Der nicht zuletzt systematisch überzeugenden Argumentation des BFH ist zuzustimmen.  Ermittelt die Gesellschaft ihren Gewinn nach § 4 Abs. 3 EStG, kommt es für den Zufluss  allein darauf an, wann er bei der Gesellschaft zu erfassen ist. Denn die Personengesellschaft ist u.a. für die Einkommensteuer Subjekt der Gewinnermittlung, auch wenn die Einkünfte nicht von der Personengesellschaft, sondern originär von den Mitunternehmern erzielt werden. Auf den Liquiditätszufluss beim Gesellschafter kann es demgegenüber nicht ankommen. Denn ansonsten stände es Mitunternehmern – im Gegensatz zum Einzelunternehmer – frei, den Zeitpunkt der Gewinnzurechnung selbst zu bestimmen. Bis zur Feststellung des Jahresabschlusses wäre der Gewinn niemand zurechenbar, weil die Personengesellschaft insoweit nicht selbst Subjekt der Besteuerung ist, wie der BFH zu Recht anmerkt. Das wäre zutreffend mit Grundprinzipien der Besteuerung unvereinbar.

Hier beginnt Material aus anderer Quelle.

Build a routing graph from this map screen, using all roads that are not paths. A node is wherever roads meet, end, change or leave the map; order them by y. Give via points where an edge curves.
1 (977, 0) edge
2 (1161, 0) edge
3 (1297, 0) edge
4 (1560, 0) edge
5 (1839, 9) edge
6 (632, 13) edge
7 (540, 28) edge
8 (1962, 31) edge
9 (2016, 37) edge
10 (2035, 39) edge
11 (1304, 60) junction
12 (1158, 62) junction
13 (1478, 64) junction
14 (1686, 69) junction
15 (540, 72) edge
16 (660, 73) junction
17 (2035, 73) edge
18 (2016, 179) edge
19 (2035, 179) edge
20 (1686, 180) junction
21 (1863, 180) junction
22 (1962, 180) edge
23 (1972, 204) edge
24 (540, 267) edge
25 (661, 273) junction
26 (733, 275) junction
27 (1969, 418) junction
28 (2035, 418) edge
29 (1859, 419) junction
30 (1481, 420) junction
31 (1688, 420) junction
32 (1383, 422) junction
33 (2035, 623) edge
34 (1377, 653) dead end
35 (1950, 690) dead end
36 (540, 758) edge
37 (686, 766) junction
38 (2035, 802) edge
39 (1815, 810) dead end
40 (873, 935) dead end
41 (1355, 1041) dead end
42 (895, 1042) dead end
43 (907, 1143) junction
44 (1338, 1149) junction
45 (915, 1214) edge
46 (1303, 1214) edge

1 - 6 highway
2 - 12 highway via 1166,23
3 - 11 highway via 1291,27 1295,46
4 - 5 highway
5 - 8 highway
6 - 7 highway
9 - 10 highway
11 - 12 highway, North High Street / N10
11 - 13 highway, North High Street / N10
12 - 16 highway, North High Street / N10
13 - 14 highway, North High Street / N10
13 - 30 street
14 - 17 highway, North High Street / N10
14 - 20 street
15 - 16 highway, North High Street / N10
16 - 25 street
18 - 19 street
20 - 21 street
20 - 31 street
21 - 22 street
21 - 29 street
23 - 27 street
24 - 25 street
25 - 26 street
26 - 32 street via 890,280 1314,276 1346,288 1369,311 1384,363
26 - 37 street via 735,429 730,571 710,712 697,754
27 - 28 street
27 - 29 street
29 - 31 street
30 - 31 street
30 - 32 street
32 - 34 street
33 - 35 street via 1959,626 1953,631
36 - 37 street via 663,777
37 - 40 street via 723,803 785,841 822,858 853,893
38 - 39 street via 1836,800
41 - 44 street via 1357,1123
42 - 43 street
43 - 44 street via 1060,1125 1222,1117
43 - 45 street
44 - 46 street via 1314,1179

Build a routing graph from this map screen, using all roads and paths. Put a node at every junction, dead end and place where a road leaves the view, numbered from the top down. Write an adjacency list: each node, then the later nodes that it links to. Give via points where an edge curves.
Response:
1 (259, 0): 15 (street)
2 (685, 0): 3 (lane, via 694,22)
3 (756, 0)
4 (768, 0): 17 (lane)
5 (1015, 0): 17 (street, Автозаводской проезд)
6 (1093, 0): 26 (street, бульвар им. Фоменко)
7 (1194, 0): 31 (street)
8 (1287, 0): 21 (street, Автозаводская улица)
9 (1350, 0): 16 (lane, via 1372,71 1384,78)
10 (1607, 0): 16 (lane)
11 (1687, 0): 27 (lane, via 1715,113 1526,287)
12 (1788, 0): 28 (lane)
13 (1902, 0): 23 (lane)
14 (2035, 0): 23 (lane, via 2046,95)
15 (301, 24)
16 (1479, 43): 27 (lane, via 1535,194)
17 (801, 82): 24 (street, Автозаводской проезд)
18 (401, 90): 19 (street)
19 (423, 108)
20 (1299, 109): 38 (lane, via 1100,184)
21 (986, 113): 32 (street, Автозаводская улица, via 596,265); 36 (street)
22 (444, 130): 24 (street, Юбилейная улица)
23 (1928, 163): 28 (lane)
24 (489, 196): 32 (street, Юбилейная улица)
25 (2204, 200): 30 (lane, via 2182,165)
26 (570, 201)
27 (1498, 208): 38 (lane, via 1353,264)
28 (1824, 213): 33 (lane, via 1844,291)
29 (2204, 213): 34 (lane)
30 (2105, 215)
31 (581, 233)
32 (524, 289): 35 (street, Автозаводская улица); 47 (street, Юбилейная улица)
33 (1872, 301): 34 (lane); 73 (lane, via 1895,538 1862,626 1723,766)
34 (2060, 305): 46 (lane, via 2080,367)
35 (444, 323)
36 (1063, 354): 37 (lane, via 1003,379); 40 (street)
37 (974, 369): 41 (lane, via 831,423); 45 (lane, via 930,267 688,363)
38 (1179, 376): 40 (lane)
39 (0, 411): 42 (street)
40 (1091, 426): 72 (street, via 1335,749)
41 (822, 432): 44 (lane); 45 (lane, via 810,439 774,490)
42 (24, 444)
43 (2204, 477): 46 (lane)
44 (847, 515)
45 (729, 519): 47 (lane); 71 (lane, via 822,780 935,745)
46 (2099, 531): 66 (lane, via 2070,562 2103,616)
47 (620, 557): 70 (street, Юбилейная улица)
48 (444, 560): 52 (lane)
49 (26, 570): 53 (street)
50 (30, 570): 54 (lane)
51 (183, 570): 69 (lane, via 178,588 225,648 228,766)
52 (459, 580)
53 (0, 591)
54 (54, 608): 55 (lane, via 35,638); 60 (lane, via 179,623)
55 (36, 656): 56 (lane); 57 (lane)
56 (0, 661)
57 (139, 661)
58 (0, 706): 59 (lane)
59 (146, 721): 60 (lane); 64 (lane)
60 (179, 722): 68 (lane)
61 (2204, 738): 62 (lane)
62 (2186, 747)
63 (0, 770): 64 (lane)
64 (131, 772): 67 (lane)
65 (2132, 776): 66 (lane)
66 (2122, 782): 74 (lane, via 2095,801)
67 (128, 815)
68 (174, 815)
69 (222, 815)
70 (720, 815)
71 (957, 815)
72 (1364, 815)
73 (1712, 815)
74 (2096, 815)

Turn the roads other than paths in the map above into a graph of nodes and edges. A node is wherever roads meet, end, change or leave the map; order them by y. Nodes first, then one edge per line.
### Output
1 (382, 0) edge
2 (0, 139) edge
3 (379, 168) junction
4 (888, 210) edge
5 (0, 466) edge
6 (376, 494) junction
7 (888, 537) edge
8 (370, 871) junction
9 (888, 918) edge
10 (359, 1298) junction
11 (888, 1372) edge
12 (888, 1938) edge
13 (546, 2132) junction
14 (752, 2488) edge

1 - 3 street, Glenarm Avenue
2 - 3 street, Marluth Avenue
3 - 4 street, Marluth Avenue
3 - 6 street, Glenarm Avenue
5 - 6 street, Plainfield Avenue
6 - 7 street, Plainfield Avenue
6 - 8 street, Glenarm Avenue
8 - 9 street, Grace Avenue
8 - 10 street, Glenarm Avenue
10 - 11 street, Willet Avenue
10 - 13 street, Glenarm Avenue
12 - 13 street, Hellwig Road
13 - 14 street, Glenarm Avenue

Für den ausgeschiedenen Gesellschafter mag das bei einer Besteuerung ohne vorangegangenen Zufluss an Liquidität freilich misslich sein. Wegen sich hieraus im Einzelfall ergebender individueller Härten muss dann gegebenenfalls Rechtsschutz im Billigkeitswege, bspw. über eine Stundung, gesucht werden.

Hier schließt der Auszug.